Hotel Ethics Issues

Every industry has its own set of ethical issues, including the hotel industry. Hospitality businesses might not seem unethical, but they’ve sometimes proven themselves to be less than hospitable.

The good thing is the common ethics issues with the hotel industry can be overcome. Better ethics leads to happier employees and guests. This, of course, leads to an increase in popularity, customer loyalty and profits.

Employee Theft

Employee theft is an ethics issue in nearly every industry. However, there are two forms of employee theft with the hotel industry. First, employees steal supplies and money. For instance, they might steal pillows, sheets, cleaning supplies and more. They may even say the guests stole some of it. When it comes to money, they might add charges to bills, but pocket the fake charges. Or, if they’re supposed to report tips, they might not to avoid having to share them as many housekeeping employees are paid low wages.

The second type of theft hurts customer loyalty. Employees may steal from guests as they clean the rooms. It could be jewelry, clothing, electronics and even cash. Sometimes, guests don’t realize anything’s missing until they’re back home, but others realize it quickly and that can hurt your hotel’s reputation.

Dishonest Cleaning Practices

When guests stay at a hotel, they expect to stay in a clean room. However, some hotels have opt for unethical cleaning practices. Instead of cleaning the sheets, they simply tuck them back in between guests as long as the sheets still look clean. Mattresses could be covered in bacteria. The same holds true if the hotel has a restaurant or continental breakfast. If food prep stations aren’t cleaned properly, guests could get sick.
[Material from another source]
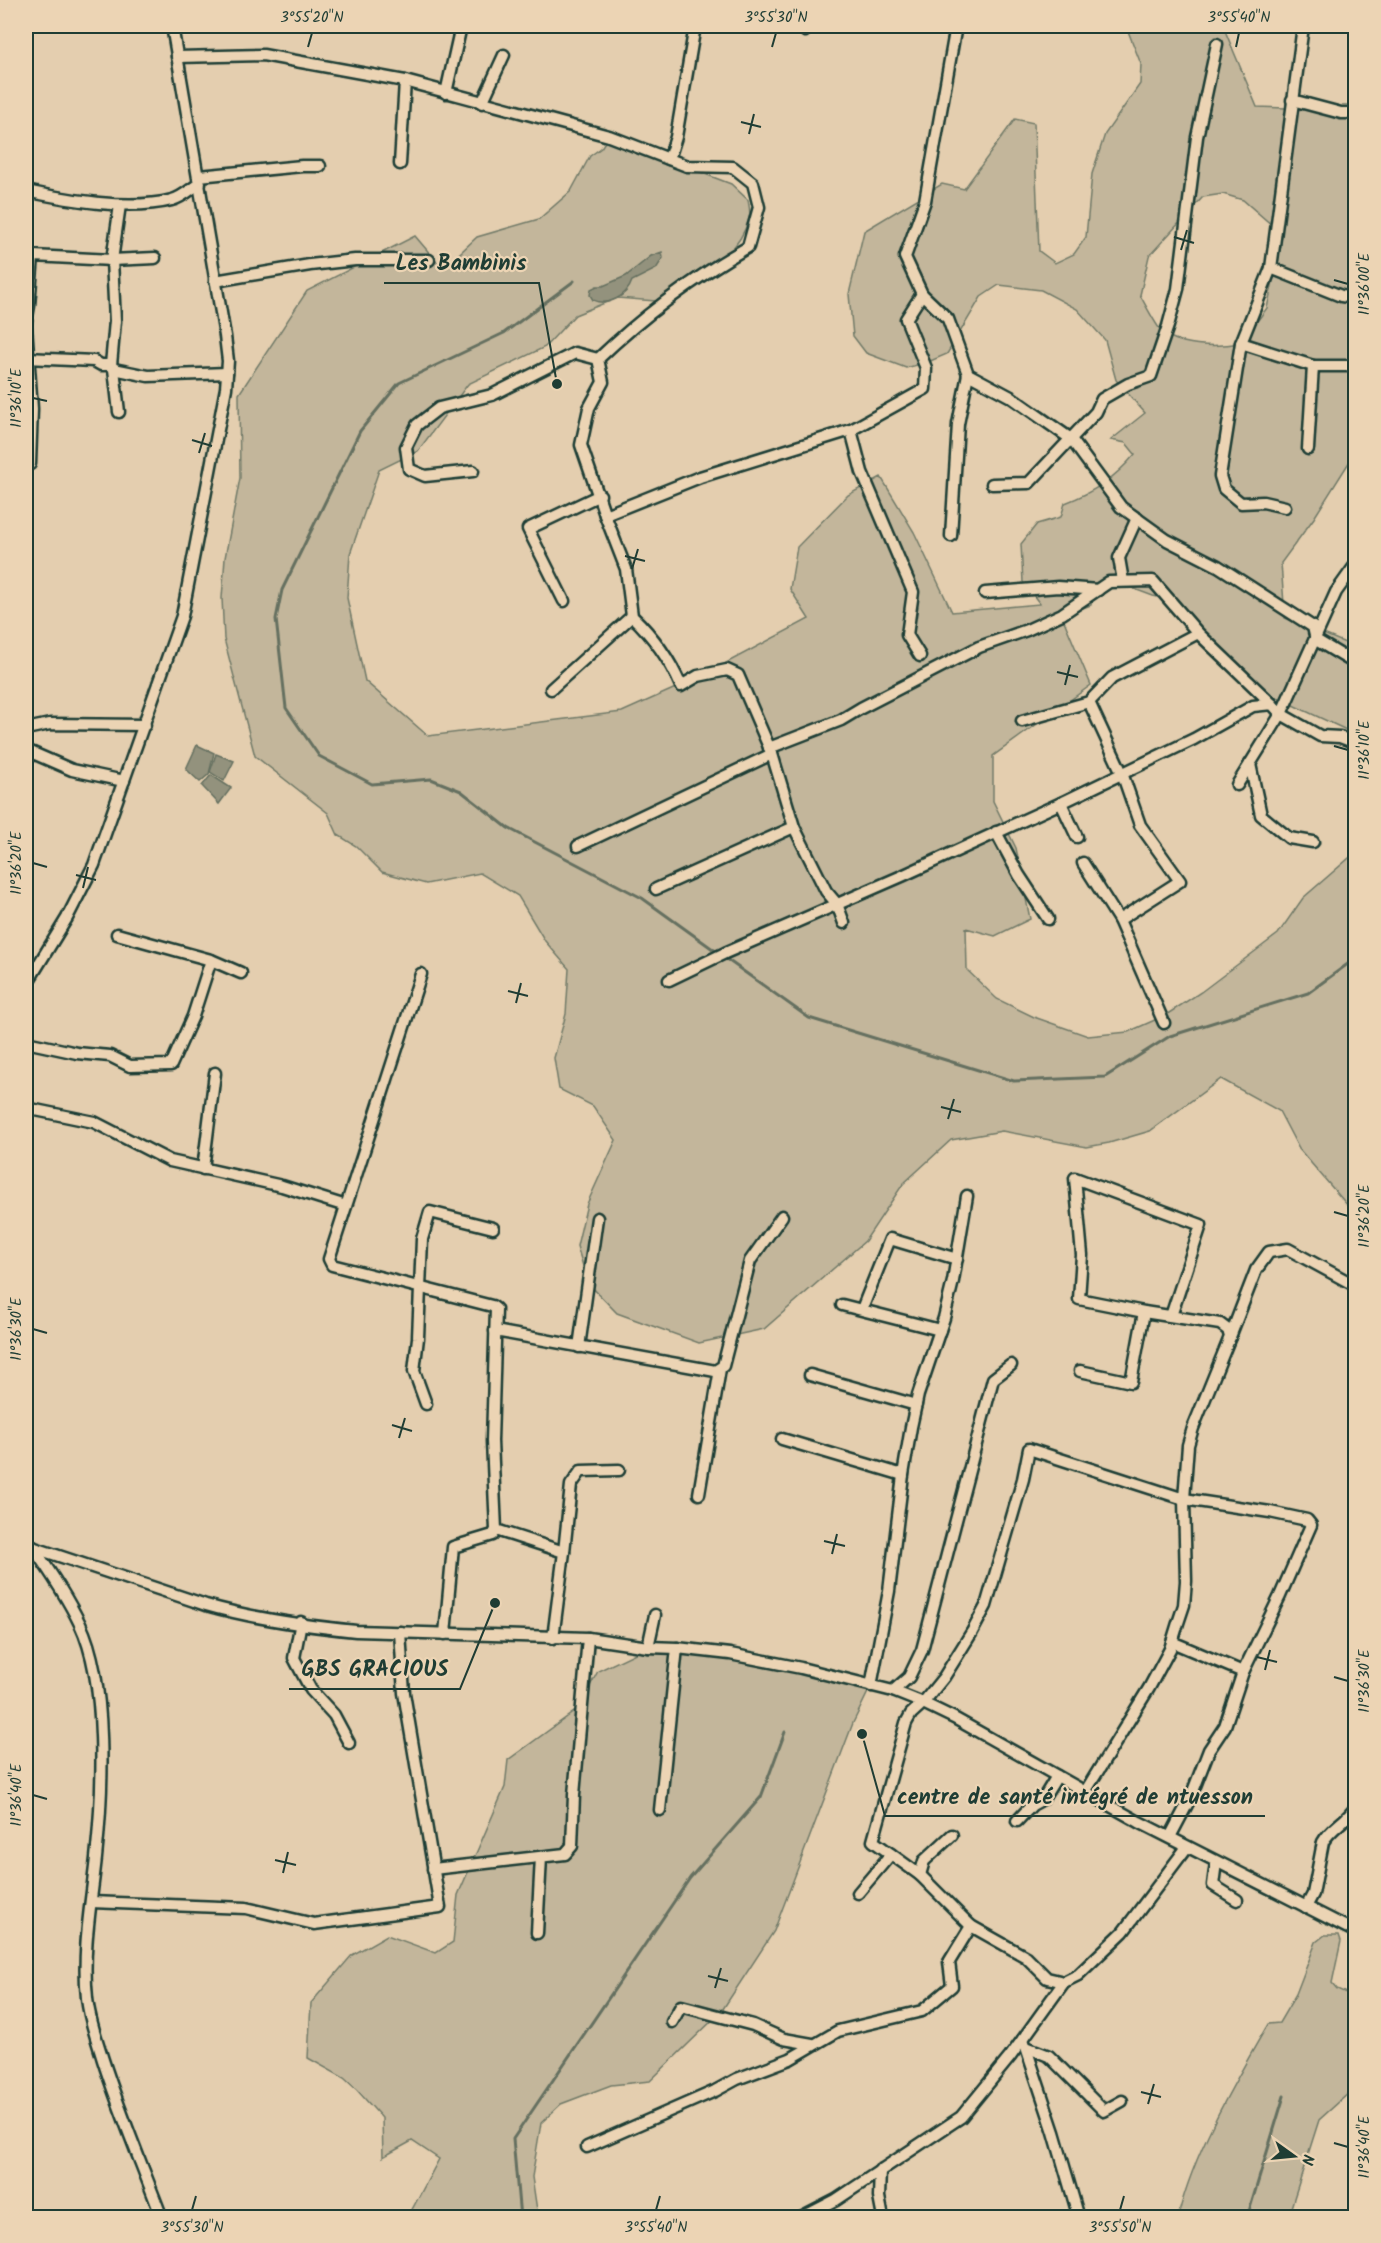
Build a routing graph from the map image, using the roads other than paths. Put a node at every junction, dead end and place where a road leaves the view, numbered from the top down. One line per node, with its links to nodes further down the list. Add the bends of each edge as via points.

Providing Inferior Supplies

With millions of hotels, it’s a competitive industry, especially in popular tourist locations. A cheaper room is always a great way to snag more customers. However, that may come at a price. One of the more common ethical issues with the hotel industry is using inferior supplies. For example, customers might pay extra for the hotel that has specialty sheets and pillows. However, the hotel is using the cheapest sheets and pillows they can find. This lets them charge a little less for rooms while lying to guests.

Hotel Espionage

One ethics issue that you might not hear about often is hotel espionage. Once again, it’s usually about being competitive. For example, a hotel might hire a former manager from the competition. Since the manager knows a lot of the ins and outs, they’re able to provide confidential data to help their new employer succeed. Some hotels even hire employees to work at competitors simply to gain information and even drop hints to guests about how great a rival hotel is.

Not only is this illegal, but it could result in hefty lawsuits from competing hotels. This is especially true when hiring ex-employees who share sensitive data, but signed contracts stating they wouldn’t do so.

The hotel industry stands to benefit by eliminating these ethics issues. A whistleblower hotline is a great way to reduce ethics problems. Ensure both employees and guests know it’s available and how to use it in order for it to be effective.